And how do you deal with measurement of variance, measurement and variance across a five-year window? And like, how do you deal with stuff like that versus, I don’t know, thinking about scale choice and stuff like that? So, I mean, yeah, no, definitely there was lots of other challenges along the way.

And I’m not saying that everything was perfect by any means, but it was a bit of a unicorn. I sort of think like this was probably my one shot to actually do something impactful in the field. So, I don’t know.

Let’s say that.

[Mindy Shoss] (4:39 – 6:35)
Most data collections don’t go that way. You’re either constrained for space. And I think that is the challenge, right?

When you talk about archival data sets is that they’re trying to survey large proportions or representative proportions of the population. And there’s a bunch of things that need to be surveyed. So, for example, you consider the general social survey.

There’s tons of modules and tons of topics in there. And so, then you’re left with mostly single item measures or repeated cross-sectional data sets. So, essentially, different sets of people are surveyed at different times.
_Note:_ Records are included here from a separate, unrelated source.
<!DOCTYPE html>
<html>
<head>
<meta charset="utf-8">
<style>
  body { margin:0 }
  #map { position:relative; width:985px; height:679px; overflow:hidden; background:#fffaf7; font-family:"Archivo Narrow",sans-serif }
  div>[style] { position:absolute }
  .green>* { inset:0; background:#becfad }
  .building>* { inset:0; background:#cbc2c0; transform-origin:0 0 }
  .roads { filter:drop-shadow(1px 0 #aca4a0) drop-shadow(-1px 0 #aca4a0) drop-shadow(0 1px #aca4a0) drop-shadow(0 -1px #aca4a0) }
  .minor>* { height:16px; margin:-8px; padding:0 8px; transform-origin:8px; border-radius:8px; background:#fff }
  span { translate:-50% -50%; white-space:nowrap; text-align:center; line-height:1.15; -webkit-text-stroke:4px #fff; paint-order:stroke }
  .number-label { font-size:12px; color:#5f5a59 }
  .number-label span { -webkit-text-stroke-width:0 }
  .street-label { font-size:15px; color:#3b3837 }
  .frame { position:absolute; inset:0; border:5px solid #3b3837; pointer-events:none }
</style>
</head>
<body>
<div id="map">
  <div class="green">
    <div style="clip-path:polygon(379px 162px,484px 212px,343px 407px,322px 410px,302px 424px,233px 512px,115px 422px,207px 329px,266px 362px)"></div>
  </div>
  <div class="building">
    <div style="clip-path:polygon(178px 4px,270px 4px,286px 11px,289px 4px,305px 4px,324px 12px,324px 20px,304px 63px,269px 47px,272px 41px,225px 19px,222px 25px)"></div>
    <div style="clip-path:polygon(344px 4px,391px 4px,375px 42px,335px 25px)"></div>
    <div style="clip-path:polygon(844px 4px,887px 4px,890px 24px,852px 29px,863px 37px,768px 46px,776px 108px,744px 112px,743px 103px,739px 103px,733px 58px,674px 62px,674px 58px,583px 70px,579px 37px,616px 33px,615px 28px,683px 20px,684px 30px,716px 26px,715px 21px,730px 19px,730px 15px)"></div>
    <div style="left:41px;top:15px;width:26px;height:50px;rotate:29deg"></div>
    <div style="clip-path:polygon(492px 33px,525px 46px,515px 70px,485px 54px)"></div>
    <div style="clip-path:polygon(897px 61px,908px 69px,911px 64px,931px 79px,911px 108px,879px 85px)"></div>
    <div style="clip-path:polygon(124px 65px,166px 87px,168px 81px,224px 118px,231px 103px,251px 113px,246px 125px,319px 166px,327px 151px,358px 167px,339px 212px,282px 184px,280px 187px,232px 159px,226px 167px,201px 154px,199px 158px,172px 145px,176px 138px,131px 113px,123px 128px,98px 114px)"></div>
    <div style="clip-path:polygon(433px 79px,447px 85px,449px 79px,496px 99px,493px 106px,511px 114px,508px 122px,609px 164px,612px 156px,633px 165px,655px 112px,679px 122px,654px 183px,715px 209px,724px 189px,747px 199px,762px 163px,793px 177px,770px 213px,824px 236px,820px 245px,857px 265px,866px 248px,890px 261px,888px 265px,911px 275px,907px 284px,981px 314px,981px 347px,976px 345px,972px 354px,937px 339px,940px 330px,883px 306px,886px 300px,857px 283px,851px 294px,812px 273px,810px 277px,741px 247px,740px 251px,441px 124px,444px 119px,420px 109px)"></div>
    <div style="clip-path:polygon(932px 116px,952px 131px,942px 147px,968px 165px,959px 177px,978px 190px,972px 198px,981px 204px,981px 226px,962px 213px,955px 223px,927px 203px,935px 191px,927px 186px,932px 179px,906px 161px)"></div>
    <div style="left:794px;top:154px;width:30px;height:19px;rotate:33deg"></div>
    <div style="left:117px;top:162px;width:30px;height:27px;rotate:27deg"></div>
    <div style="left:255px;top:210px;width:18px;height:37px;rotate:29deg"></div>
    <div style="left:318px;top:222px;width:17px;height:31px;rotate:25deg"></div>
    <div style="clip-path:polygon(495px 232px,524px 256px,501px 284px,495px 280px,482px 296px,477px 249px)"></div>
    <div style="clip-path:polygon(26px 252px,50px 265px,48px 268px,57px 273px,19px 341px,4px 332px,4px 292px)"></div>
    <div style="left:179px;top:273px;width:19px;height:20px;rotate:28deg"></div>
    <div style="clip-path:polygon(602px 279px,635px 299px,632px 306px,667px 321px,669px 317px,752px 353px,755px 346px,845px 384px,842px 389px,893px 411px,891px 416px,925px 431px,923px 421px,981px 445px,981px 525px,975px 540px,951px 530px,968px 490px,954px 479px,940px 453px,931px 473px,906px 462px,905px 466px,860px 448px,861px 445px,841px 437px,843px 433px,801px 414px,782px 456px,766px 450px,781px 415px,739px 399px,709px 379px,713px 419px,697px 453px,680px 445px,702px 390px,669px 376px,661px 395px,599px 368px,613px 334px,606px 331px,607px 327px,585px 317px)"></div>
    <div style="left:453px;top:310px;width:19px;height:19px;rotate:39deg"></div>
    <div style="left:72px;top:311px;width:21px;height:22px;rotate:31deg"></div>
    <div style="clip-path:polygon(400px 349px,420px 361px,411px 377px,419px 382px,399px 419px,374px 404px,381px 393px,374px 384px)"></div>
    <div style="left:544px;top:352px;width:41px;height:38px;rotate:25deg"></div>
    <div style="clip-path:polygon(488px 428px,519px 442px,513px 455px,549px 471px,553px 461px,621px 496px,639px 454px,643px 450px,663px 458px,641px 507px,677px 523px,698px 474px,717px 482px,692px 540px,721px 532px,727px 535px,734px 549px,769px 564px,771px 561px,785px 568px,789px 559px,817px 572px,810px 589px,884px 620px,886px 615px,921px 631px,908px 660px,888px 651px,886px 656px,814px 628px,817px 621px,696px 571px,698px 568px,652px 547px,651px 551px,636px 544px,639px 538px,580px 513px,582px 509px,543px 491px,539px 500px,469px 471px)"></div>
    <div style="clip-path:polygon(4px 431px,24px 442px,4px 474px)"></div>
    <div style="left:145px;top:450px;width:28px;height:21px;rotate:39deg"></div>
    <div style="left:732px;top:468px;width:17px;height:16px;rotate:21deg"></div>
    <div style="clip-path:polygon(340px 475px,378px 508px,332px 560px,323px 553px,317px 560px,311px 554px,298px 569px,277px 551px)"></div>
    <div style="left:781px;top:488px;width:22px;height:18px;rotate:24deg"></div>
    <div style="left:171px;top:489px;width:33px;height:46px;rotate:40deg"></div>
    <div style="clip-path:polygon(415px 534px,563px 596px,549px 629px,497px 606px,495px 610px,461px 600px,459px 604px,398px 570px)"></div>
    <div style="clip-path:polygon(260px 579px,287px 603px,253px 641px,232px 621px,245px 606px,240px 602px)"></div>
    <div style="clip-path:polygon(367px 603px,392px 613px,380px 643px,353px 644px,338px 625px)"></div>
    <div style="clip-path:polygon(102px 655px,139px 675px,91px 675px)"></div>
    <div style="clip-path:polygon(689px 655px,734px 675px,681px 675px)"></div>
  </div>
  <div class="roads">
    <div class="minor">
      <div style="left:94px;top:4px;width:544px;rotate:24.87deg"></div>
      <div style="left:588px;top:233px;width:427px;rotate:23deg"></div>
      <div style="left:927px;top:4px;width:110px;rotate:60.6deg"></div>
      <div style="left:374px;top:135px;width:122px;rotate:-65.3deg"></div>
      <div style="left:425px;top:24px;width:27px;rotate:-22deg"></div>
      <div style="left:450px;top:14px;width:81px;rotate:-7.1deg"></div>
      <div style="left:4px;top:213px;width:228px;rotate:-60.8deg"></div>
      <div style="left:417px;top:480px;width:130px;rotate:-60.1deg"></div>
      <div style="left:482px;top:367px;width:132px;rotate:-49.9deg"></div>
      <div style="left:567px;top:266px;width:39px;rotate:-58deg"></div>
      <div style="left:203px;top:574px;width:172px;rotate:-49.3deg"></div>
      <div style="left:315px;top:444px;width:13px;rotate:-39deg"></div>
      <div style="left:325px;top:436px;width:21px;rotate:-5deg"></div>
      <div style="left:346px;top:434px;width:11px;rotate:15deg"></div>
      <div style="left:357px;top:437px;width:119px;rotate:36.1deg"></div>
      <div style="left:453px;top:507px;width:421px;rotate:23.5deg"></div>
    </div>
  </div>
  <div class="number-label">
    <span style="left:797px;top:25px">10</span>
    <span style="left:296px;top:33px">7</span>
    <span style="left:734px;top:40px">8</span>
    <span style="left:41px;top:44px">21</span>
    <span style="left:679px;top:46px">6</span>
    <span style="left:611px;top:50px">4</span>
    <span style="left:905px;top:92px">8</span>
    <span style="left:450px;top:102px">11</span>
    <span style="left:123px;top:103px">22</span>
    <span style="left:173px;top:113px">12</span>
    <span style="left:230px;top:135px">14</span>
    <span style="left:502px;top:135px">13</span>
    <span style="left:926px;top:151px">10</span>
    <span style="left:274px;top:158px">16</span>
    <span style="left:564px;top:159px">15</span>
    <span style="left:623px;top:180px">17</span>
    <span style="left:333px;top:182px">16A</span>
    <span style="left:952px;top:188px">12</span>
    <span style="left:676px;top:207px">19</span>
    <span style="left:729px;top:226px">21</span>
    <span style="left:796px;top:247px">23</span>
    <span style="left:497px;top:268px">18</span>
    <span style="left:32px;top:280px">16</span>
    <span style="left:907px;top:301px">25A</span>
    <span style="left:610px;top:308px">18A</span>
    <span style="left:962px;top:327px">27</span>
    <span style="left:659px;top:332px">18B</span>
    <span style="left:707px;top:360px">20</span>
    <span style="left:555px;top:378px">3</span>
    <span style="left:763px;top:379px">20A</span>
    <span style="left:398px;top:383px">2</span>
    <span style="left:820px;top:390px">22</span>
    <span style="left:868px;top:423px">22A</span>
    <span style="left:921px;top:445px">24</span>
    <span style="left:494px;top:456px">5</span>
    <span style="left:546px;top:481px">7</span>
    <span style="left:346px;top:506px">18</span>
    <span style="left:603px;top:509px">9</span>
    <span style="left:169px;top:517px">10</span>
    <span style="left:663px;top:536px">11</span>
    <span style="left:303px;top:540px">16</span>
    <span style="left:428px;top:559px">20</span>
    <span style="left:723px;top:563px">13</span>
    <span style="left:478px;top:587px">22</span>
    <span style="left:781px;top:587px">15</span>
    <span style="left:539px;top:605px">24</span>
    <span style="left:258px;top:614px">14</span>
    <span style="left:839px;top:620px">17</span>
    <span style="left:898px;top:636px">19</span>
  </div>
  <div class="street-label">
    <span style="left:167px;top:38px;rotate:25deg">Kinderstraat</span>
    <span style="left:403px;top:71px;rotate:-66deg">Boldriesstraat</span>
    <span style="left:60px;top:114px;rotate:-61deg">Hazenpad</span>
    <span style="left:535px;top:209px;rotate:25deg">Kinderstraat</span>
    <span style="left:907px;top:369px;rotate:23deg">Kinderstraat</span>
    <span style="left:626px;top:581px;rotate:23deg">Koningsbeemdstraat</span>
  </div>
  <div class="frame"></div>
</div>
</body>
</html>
So, even though the general social survey has been asking people, for example, to answer the extent to which they think their job is secure for decades, the question becomes the comparability of those groups. I think to Richard’s original question, therein lies the opportunity, right? I mean, you get a representative or pseudo probably better than what we can do in a lot of our research, represented population of workers.

And I think one thing we try to go for is variability. Well, we’re probably going to get more variability in those kind of samples than you will working in a particular organization. I mean, everything, strengths, weaknesses, but I personally really like archival data.

I think it’s really worthwhile. I think it’s a good, at a minimum, proof of concept, right? If this data exists out there and we can test an idea with a large sample, I think we ought to do it.

I think we’ve got an ethical obligation to do it before we spend a lot of time, money, resources, not only our own, but our participants to then do other surveys and follow it up. I am a big fan of archival data and situations like courts. But for those who don’t get the unicorns all the time, archival data is great.

[Richard Landers] (6:37 – 7:06)
So one of the struggles that we talk about in a few places in the book is resisting the urge to salvage datasets that sometimes projects just don’t go the way that you want them to do. And I feel like there’s an inherent tension when looking at archival research of saying, man, this is so close to the question I want to ask. I don’t know.

How do you navigate that? Is there a point where you’re like, you know what, it’s just not worth it? Or how much effort do you put in to try to recover something really interesting out of it?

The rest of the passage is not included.